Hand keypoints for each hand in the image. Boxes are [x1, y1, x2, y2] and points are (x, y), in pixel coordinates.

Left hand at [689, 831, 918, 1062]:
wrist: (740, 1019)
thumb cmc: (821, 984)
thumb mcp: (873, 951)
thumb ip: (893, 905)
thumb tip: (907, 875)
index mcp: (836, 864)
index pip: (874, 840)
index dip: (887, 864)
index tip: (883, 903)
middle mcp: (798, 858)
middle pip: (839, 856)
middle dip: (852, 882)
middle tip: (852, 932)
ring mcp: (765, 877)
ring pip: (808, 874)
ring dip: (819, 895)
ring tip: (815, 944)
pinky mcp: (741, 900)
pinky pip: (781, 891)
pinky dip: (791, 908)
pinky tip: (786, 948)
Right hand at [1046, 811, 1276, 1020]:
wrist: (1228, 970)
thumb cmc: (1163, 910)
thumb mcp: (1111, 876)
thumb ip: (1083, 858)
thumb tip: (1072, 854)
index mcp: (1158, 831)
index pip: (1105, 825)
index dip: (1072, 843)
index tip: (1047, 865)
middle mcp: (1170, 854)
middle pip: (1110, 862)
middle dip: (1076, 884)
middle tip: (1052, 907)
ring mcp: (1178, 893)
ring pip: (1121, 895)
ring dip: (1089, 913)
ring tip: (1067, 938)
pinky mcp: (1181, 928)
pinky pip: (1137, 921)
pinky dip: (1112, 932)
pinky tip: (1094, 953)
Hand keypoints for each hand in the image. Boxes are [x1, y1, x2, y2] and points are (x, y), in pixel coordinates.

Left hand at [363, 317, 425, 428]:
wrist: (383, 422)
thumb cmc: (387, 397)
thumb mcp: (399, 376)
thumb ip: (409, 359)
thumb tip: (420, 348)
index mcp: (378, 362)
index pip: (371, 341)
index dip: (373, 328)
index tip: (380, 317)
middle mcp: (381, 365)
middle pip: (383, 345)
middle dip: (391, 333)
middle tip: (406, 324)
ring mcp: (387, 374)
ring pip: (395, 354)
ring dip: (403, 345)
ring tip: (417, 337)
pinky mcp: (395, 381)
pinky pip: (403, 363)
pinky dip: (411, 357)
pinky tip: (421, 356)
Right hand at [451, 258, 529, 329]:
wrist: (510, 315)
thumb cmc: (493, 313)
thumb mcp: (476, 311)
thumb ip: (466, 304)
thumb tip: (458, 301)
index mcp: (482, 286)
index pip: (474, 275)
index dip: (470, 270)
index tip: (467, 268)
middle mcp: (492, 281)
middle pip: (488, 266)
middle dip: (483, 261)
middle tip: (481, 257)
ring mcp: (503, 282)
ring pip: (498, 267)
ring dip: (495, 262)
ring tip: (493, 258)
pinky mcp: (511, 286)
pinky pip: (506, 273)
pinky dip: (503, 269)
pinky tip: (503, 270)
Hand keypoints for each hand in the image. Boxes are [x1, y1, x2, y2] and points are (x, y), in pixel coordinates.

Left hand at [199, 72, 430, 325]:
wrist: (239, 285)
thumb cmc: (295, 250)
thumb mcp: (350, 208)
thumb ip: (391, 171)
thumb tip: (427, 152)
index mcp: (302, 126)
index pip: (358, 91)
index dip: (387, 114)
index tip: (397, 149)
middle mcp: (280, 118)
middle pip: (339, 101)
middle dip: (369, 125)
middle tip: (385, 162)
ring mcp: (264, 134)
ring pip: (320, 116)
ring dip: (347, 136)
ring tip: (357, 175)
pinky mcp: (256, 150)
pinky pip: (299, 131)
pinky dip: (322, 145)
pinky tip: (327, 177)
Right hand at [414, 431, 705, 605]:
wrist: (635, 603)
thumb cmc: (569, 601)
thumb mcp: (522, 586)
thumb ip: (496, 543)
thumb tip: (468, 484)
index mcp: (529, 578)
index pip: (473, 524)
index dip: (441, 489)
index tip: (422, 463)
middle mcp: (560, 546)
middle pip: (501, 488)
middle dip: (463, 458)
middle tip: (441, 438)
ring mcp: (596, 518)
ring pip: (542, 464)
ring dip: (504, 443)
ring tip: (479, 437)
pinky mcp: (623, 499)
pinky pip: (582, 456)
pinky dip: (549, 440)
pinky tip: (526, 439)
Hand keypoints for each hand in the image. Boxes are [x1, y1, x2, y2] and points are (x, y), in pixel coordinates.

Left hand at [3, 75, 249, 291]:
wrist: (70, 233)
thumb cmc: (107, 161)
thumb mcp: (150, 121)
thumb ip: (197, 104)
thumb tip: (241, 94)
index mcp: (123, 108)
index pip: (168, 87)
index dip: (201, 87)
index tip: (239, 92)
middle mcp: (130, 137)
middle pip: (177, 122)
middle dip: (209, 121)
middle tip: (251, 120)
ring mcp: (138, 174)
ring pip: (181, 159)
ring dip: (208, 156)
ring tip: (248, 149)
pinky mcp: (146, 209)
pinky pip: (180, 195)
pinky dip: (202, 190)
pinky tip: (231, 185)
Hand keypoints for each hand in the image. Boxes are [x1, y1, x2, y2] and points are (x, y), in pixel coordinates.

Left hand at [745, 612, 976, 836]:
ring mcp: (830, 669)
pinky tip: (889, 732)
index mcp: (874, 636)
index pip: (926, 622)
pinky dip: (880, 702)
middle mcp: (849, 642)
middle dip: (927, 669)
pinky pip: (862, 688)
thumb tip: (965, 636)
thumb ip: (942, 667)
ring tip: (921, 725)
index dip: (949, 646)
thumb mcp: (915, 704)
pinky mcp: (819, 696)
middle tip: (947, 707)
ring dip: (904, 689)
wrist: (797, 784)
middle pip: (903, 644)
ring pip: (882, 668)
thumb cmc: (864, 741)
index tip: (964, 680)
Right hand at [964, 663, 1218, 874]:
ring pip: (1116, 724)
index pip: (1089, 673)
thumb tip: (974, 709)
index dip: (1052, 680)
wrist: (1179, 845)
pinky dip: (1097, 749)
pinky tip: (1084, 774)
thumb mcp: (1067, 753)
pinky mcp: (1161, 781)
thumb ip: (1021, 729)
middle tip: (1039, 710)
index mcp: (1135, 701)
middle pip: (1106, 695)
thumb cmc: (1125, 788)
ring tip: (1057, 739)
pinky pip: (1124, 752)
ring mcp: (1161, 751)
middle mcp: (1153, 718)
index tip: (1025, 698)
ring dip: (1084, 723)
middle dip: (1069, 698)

▶ **What you are asked to do**:
Begin with the line that contains "middle pip: (1106, 695)" and end with the last line of the material above. Set down that range exactly.

▶ **Exercise answer**:
middle pip: (1106, 695)
thumb cmc: (1125, 788)
ring tip: (1057, 739)
pinky pip: (1124, 752)
ring mcp: (1161, 751)
middle mcp: (1153, 718)
index tip: (1025, 698)
ring dip: (1084, 723)
middle dip: (1069, 698)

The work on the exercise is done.